Miller: “I don’t think siblings — that would be too bad if they are, because Silicon Valley will always be overshadowed by its bigger sister. I think they are more cousins because creativity and money seldom meet at the explosive rate that those two worlds operate in. If anybody has a dream or an idea with a great piece of technology, they can make a million dollars. If somebody has a great story to tell and a great way to tell it, they can make a million dollars. And there’s no real objective way to evaluate if a movie will do this or that — it’s rare that we ever actually know. That’s analogous to how all these companies have valuations before they’re even turning a profit.”

leafly1212
Leafly’s app.

GeekWire: Leafly is a marijuana startup and I know your character on Silicon Valley smokes a lot of pot. Why are you doing a show with this company?

Miller: “The truth is, I’m a comedian. But I’m not really like a marijuana comedian. I’m a comedian who smokes a lot of marijuana. I’m also someone who’s a proponent of marijuana — not really an activist, because I think there are better people at being an activist than me, but I can help with legalization. I can help organizations and institutions that are marijuana-focused succeed, and by that, continue to try to make it more mainstream.”

GeekWire: So, you not only smoke pot, but you’re a big proponent of legalization?

Miller: I’ll never forget when I went home to Denver and asked my parents what they thought of marijuana being legal. From my perspective, it was like, wow, Denver, way to go, that’s going to make a lot of money in taxes. My parents, though, thought we were a joke in the United States.

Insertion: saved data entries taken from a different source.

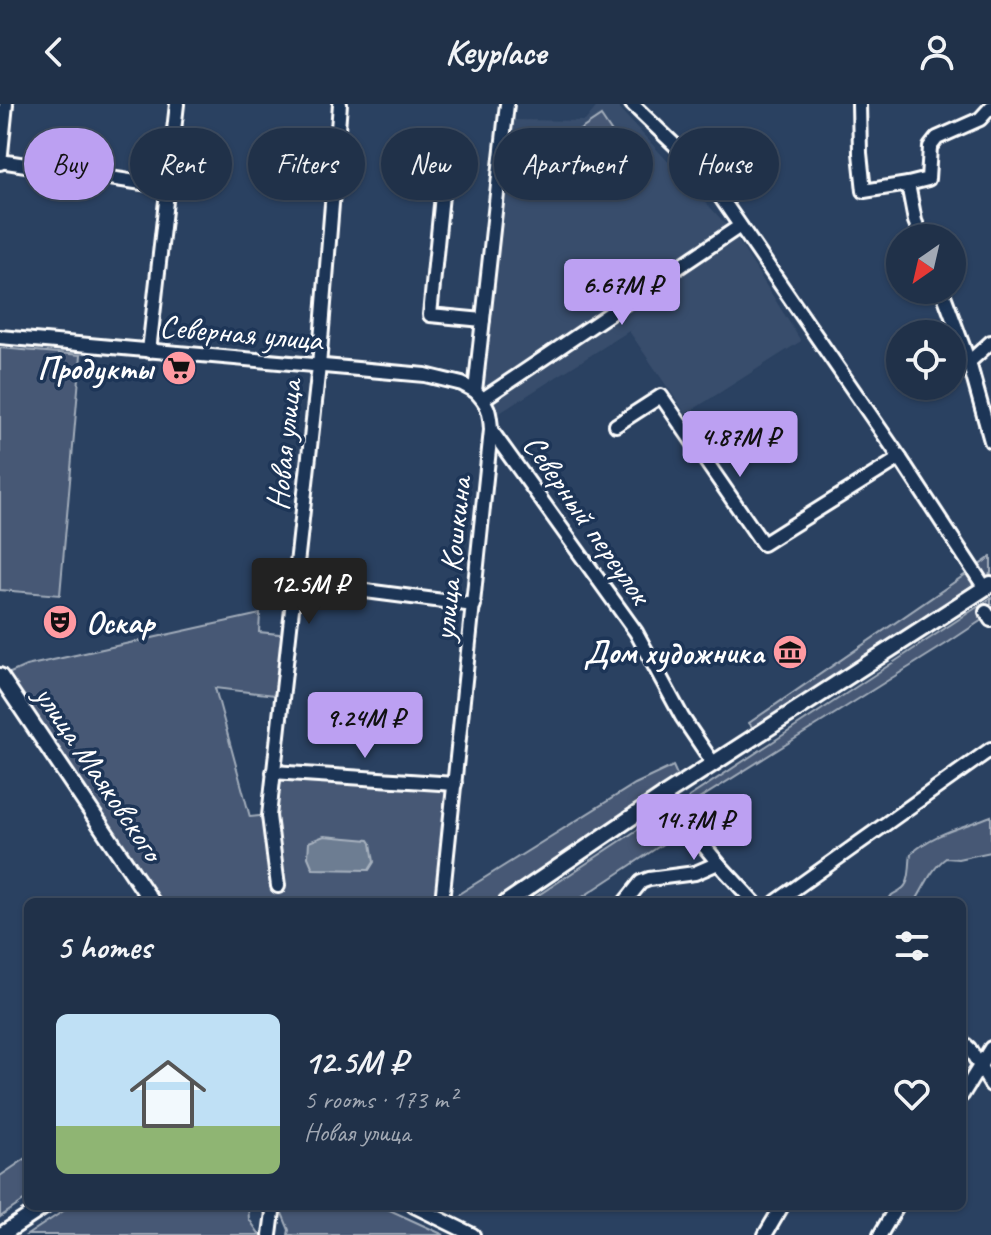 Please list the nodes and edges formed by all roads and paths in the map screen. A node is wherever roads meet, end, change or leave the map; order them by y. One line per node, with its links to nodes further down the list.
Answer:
1 (6, 104): 9 (street)
2 (177, 104): 8 (street)
3 (340, 104): 22 (street, Новая улица)
4 (507, 104): 17 (street, улица Кошкина)
5 (632, 104): 15 (street)
6 (859, 104): 11 (street)
7 (991, 107): 11 (street)
8 (174, 128)
9 (0, 162): 10 (street)
10 (130, 181)
11 (908, 184): 14 (street)
12 (166, 200): 20 (street)
13 (442, 200): 17 (street)
14 (916, 224)
15 (740, 226): 23 (street); 27 (street)
16 (947, 304): 21 (street)
17 (483, 320): 23 (street, улица Кошкина)
18 (0, 337): 20 (street, Северная улица)
19 (991, 342): 21 (street)
20 (149, 351): 22 (street, Северная улица)
21 (969, 362): 26 (street)
22 (319, 366): 23 (street, Северная улица); 28 (street, Новая улица)
23 (479, 395): 25 (street, улица Кошкина)
24 (616, 425): 27 (street)
25 (491, 430): 30 (street, улица Кошкина); 33 (street, Северный переулок)
26 (991, 441)
27 (900, 458): 29 (street)
28 (296, 582): 30 (street); 34 (street, Новая улица)
29 (988, 586): 33 (main road)
30 (474, 605): 35 (street, улица Кошкина)
31 (0, 676): 39 (main road, улица Маяковского)
32 (991, 749): 44 (street)
33 (713, 763): 36 (main road)
34 (273, 772): 35 (street); 38 (street, Новая улица)
35 (455, 784): 40 (street, улица Кошкина)
36 (663, 796): 37 (street); 41 (main road)
37 (718, 863): 42 (street); 43 (street)
38 (278, 886)
39 (149, 898)
40 (442, 898)
41 (513, 898)
42 (628, 898)
43 (750, 898)
44 (782, 898)
45 (966, 1045): 47 (street)
46 (991, 1048): 47 (street)
47 (979, 1066): 48 (street); 49 (street)
48 (991, 1085)
49 (966, 1088)
50 (39, 1210): 55 (main road)
51 (272, 1210): 56 (street)
52 (434, 1210): 57 (street)
53 (780, 1210): 58 (street)
54 (895, 1210): 59 (street)
55 (1, 1235)
56 (270, 1235)
57 (473, 1235)
58 (765, 1235)
59 (880, 1235) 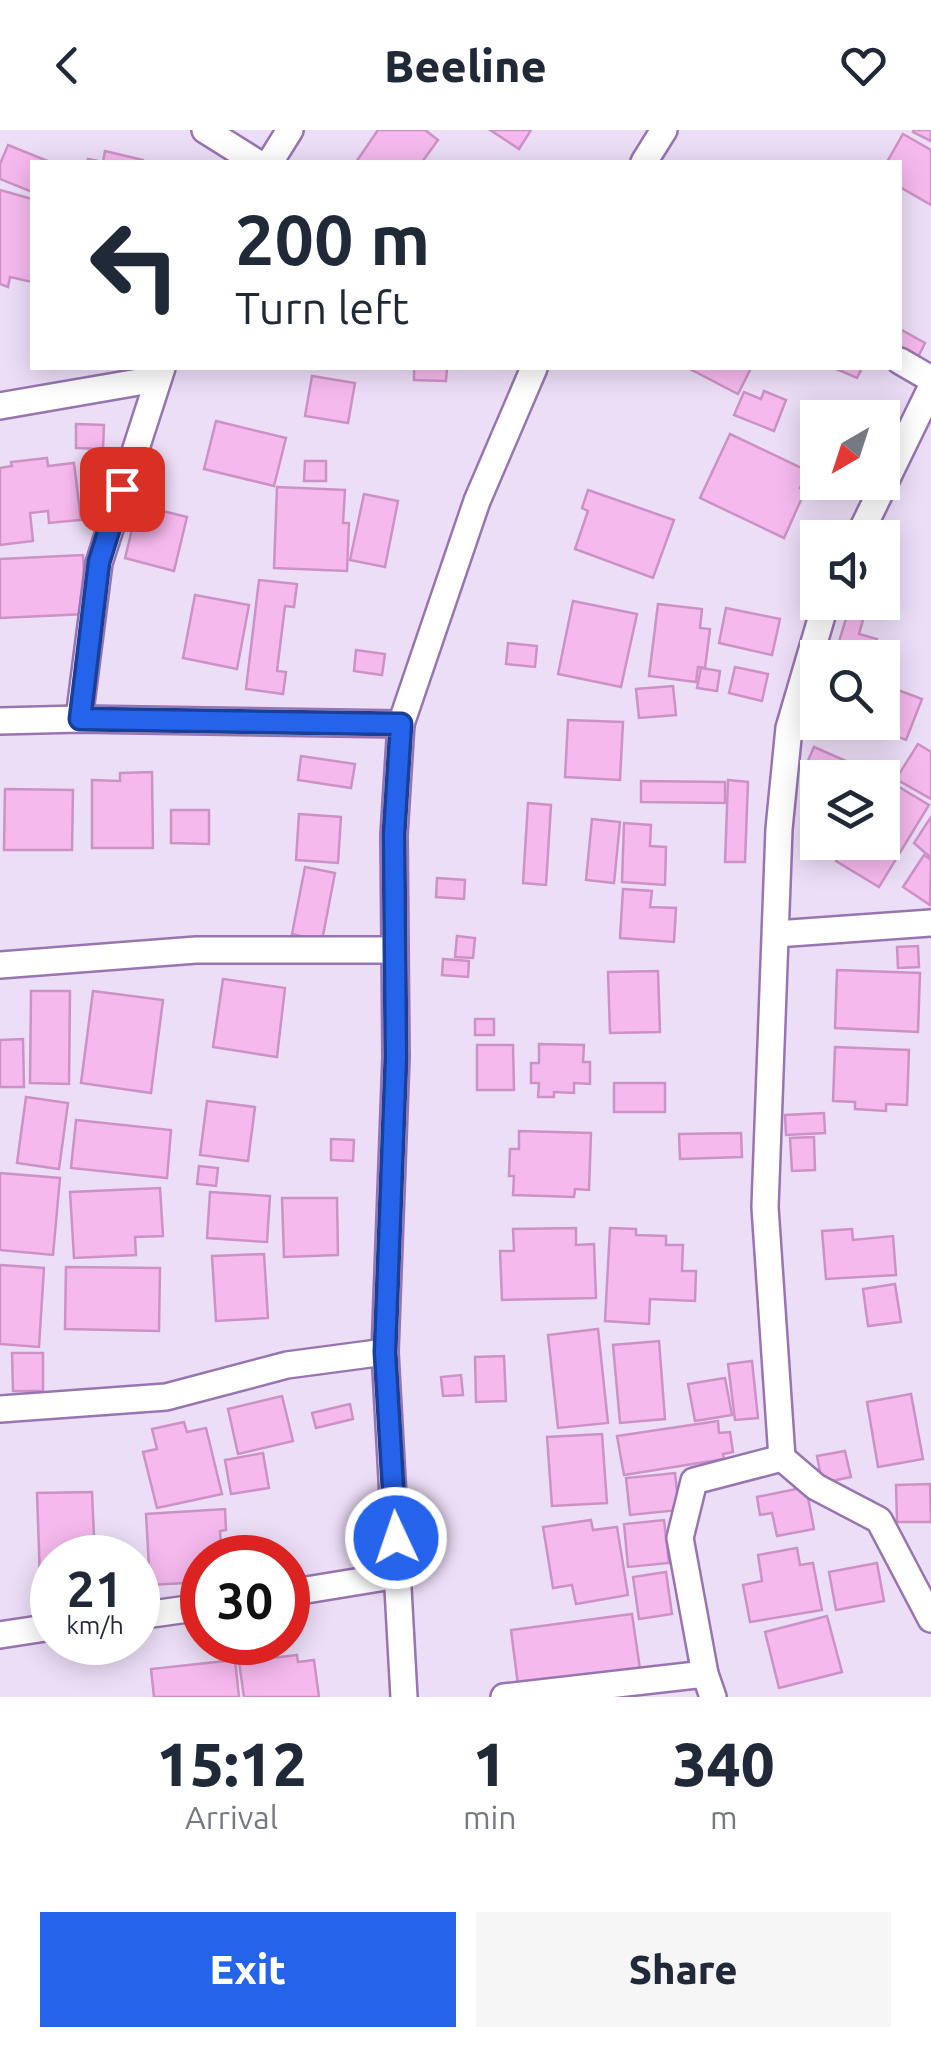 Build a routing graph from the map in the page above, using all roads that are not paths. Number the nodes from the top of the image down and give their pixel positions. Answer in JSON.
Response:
{"nodes":[{"id":1,"x":206,"y":130,"type":"edge"},
{"id":2,"x":290,"y":130,"type":"edge"},
{"id":3,"x":664,"y":130,"type":"edge"},
{"id":4,"x":253,"y":160,"type":"edge"},
{"id":5,"x":271,"y":160,"type":"edge"},
{"id":6,"x":645,"y":160,"type":"edge"},
{"id":7,"x":902,"y":363,"type":"edge"},
{"id":8,"x":533,"y":370,"type":"edge"},
{"id":9,"x":159,"y":373,"type":"edge"},
{"id":10,"x":931,"y":379,"type":"edge"},
{"id":11,"x":931,"y":388,"type":"edge"},
{"id":12,"x":0,"y":406,"type":"edge"},
{"id":13,"x":867,"y":520,"type":"edge"},
{"id":14,"x":821,"y":620,"type":"edge"},
{"id":15,"x":80,"y":719,"type":"junction"},
{"id":16,"x":0,"y":721,"type":"edge"},
{"id":17,"x":401,"y":724,"type":"junction"},
{"id":18,"x":931,"y":923,"type":"edge"},
{"id":19,"x":776,"y":934,"type":"junction"},
{"id":20,"x":393,"y":950,"type":"junction"},
{"id":21,"x":0,"y":966,"type":"edge"},
{"id":22,"x":385,"y":1352,"type":"junction"},
{"id":23,"x":0,"y":1409,"type":"edge"},
{"id":24,"x":782,"y":1458,"type":"junction"},
{"id":25,"x":398,"y":1576,"type":"junction"},
{"id":26,"x":310,"y":1590,"type":"edge"},
{"id":27,"x":929,"y":1612,"type":"edge"},
{"id":28,"x":30,"y":1630,"type":"edge"},
{"id":29,"x":0,"y":1635,"type":"edge"},
{"id":30,"x":709,"y":1686,"type":"edge"},
{"id":31,"x":404,"y":1697,"type":"edge"},
{"id":32,"x":504,"y":1697,"type":"edge"}],
"edges":[{"from":1,"to":4,"type":"street"},
{"from":2,"to":5,"type":"street"},
{"from":3,"to":6,"type":"street"},
{"from":7,"to":10,"type":"street"},
{"from":8,"to":17,"type":"street"},
{"from":9,"to":12,"type":"street"},
{"from":9,"to":15,"type":"street"},
{"from":11,"to":13,"type":"street"},
{"from":14,"to":19,"type":"street"},
{"from":15,"to":16,"type":"street"},
{"from":15,"to":17,"type":"street"},
{"from":17,"to":20,"type":"street"},
{"from":18,"to":19,"type":"street"},
{"from":19,"to":24,"type":"street"},
{"from":20,"to":21,"type":"street"},
{"from":20,"to":22,"type":"street"},
{"from":22,"to":23,"type":"street"},
{"from":22,"to":25,"type":"street"},
{"from":24,"to":27,"type":"street"},
{"from":24,"to":30,"type":"street"},
{"from":25,"to":26,"type":"street"},
{"from":25,"to":31,"type":"street"},
{"from":28,"to":29,"type":"street"},
{"from":30,"to":32,"type":"street"}]}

I didn’t get any of that. There’s just been this stigma of marijuana being a slacker drug. There’s a generation before us that’s had that pounded in their head for so long. But now, it’s so much better if you smoke a heavy indica than take an Ambien, for example. My neurologist had to admit that. The most that can happen if you smoke too much indica while you’re trying to go to sleep is you’ll think that your bed is in another room than where it is and you won’t be able to find it.

So, it’s not even about being passionate, it’s like, this is very clear to me that this is the way it’s supposed to be. Each state and city is going to get on board when they get on board. But it’s coming really, really soon and it will totally change culture. That for me is just interesting.”